Bu kirli bilgilerden kurtulamadık bir türlü….
Mesela Sultan I. Mahmud’un kütüphanelerle özel olarak ilgilendiğini pek bilmeyiz….
Bilmek istemeyiz de…
Zira şablon padişahların “kötü” olmasını gerektiriyor….
İyi olsaydı niye ülke dışına sürülürdü değilmi ya (!)….
Sultan Mahmud haftada iki defa kütüphanelerde ders dinlemeye gidermiş…
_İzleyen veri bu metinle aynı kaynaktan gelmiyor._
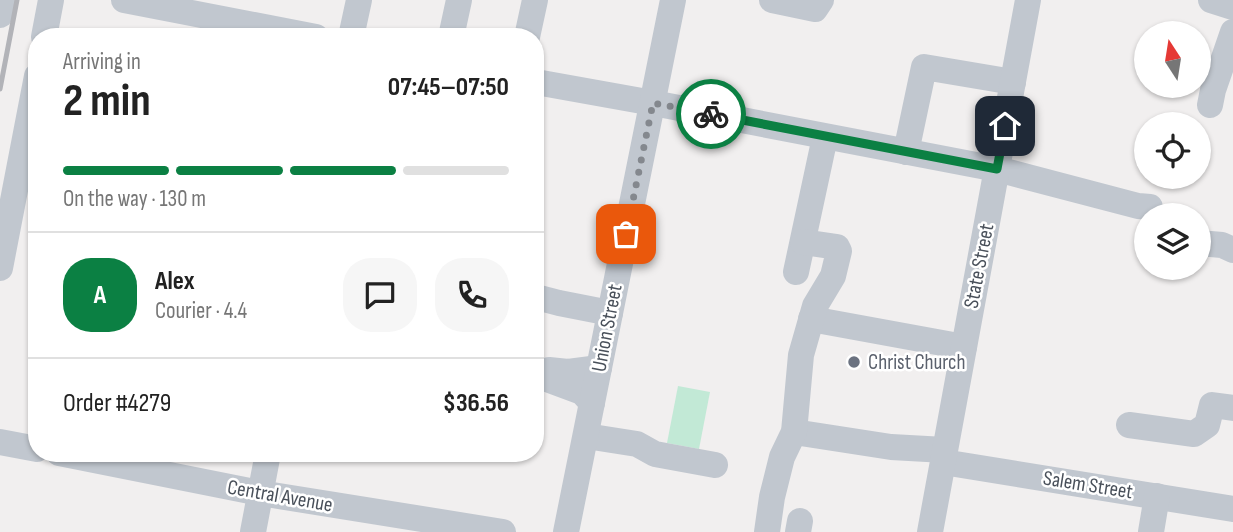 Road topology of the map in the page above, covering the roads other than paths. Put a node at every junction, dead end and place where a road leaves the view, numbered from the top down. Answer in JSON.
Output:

Kalelerde bile kütüphane kurdurmuş….
Biz ise daha kısa ve kestirme bir yol tercih etmişiz; geçmişle irtibatı kopararak okuma işine son vermek…
Canım Batıya benzemek varken eski kitapları okumak da nereden çıktı (!)..
Baloda dans etmek varken….
Kitapmış (!)……..
TUNCELİ
Ermeni patriği "Tunceli'nin yüzde 90'nı Ermeni" demiş.
Şayet "Ermeni" derken ırkı kast ediyorsa, bu başka bir şeydir. zira insanlar dünyaya gelirken ırk tercihinde bulunamazlar.
Irk hasbelkader bir meseledir.
Ancak;
Bölücü, yıkıcı, katil vs. gibi Türk milletinin kök değerlerine karşı olmayı alışkanlık edinenlerin bir kısmının Ermeni olması farklı meseledir.
Bütün Ermenileri kast etmiyoruz ama PKK'nın içinde askerimizi şehit eden teröstlerin Ermeni olduğu herkesin malumudur.
Tunceli'de Türk-İslam anlayışının zemin bulmaması herhalde sebepsiz olmamalıdır.
Bir zamanlar "çiçek sulayan" bir Tunceli milletvekili vardı. Fırsat buldukça İslama ve Müslümanlara saldırmayı şiar edinmişti.
Tunceli ülkemizin bir parçasıdır ama Ermeni patriğininin sözlerini de yabana atmamalı.
Bu ülkede öyle zamanlar yaşandı ki, taşlar bağlandı köpekler serbest bırakıldı.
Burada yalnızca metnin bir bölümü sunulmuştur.